The M1 region was targeted for stimulation in group A subjects, while the LDLPFC region was targeted for stimulation in group B subjects. Group C subjects received the same rTMS protocol as other groups but did not undergo real rTMS intervention; the coil was turned through 90°. Additionally, all subjects across the three groups received conventional rehabilitation therapy, including physical therapy, occupational therapy, physiotherapy, pelvic floor therapy, and other relevant interventions.

The participation in groups A and B could not increase but could decrease the dosage of analgesic drugs during this study. The participation in the group C could increase the dosage of analgesic drugs, depending on the pain intensity but under the safety range. The change in dosage and data should record in the patient diary.

Outcome measures

The Numerical Rating scale (NRS), anxiety score (measured by the Hamilton Anxiety Scale, SAS), depression (measured by the Hamilton Depression Scale, SDS), and sleep quality (measured by the Pittsburgh Sleep Quality Index, PSQI) were documented both prior to and following intervention.

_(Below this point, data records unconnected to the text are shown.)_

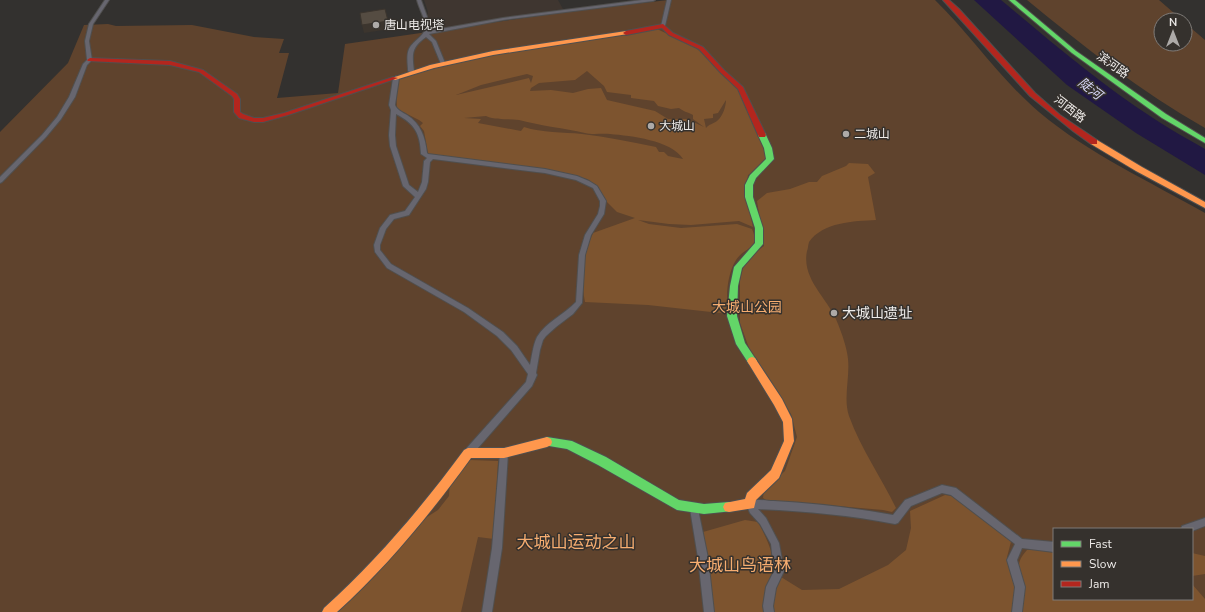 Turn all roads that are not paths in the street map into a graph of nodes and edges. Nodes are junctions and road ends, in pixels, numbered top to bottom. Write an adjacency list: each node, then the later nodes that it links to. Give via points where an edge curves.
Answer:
1 (107, 0): 11 (street, via 91,24 87,41)
2 (419, 0): 10 (street, via 428,25)
3 (653, 0): 10 (street, via 504,19)
4 (669, 0): 9 (street)
5 (946, 0): 22 (street, 河西路, via 1021,82 1056,114 1113,154)
6 (952, 0): 21 (street, 河西路, via 1037,92 1069,119 1121,154)
7 (1012, 0): 17 (street, 滨河路, via 1074,52 1164,116)
8 (1021, 0): 16 (street, 滨河路, via 1061,35 1105,68)
9 (663, 26): 12 (street, via 626,34 506,50); 26 (street, via 671,34 701,48 742,88 768,148 770,159 750,180 750,200 759,227 759,244 738,267 732,316 741,344 788,422 789,440 775,474 751,497)
10 (426, 34): 12 (street, via 434,41); 13 (street, via 410,50)
11 (90, 60): 14 (street, via 170,63 201,71 235,95 237,112 241,116 254,120 286,114); 19 (street, via 85,64 72,97 59,118)
12 (443, 63): 13 (street)
13 (411, 71): 14 (street)
14 (396, 78): 15 (street, via 392,105)
15 (394, 110): 18 (street, via 409,118 421,131 424,154); 20 (street, via 393,146 406,186)
16 (1205, 134)
17 (1205, 140)
18 (431, 158): 20 (street, via 427,162 425,182); 23 (street, via 515,167 576,178 595,187 602,202 601,214 588,235 582,255 579,303 540,340)
19 (0, 181)
20 (418, 196): 23 (street, via 407,213 392,217 383,228 377,250 389,266 466,310 500,334 514,348)
21 (1205, 201)
22 (1205, 205)
23 (533, 375): 24 (street, via 529,384)
24 (468, 453): 25 (street); 32 (street, via 421,517 387,556)
25 (504, 454): 27 (street, via 535,444 568,444 677,505); 33 (street, via 497,548)
26 (750, 504): 27 (street); 30 (street, via 795,506 867,514 894,520 908,503 942,489 952,491); 35 (street, via 775,543 779,571 771,587)
27 (694, 509): 34 (street)
28 (1205, 522): 29 (street)
29 (1188, 528)
30 (1020, 543): 31 (street); 36 (street, via 1012,560 1020,588)
31 (1053, 547)
32 (328, 612)
33 (487, 612)
34 (709, 612)
35 (769, 612)
36 (1017, 612)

The NRS score, measured on an 11-point scale, serves as a concise representation of a patient’s personal perception of pain encountered. However, in the realm of clinical research, it is crucial to ascertain the statistical significance and confidence intervals pertaining to alterations in measured scores, whether within or between groups.

The Brief Pain Inventory (BPI) (8) could allow accurate comparisons between different evaluations of the same patient and patient subgroups, it also include the content such as pain-related daily activity, emotion, or relationship with other people, and it also could seem as an indirect checklist of pain-related quality of daily life.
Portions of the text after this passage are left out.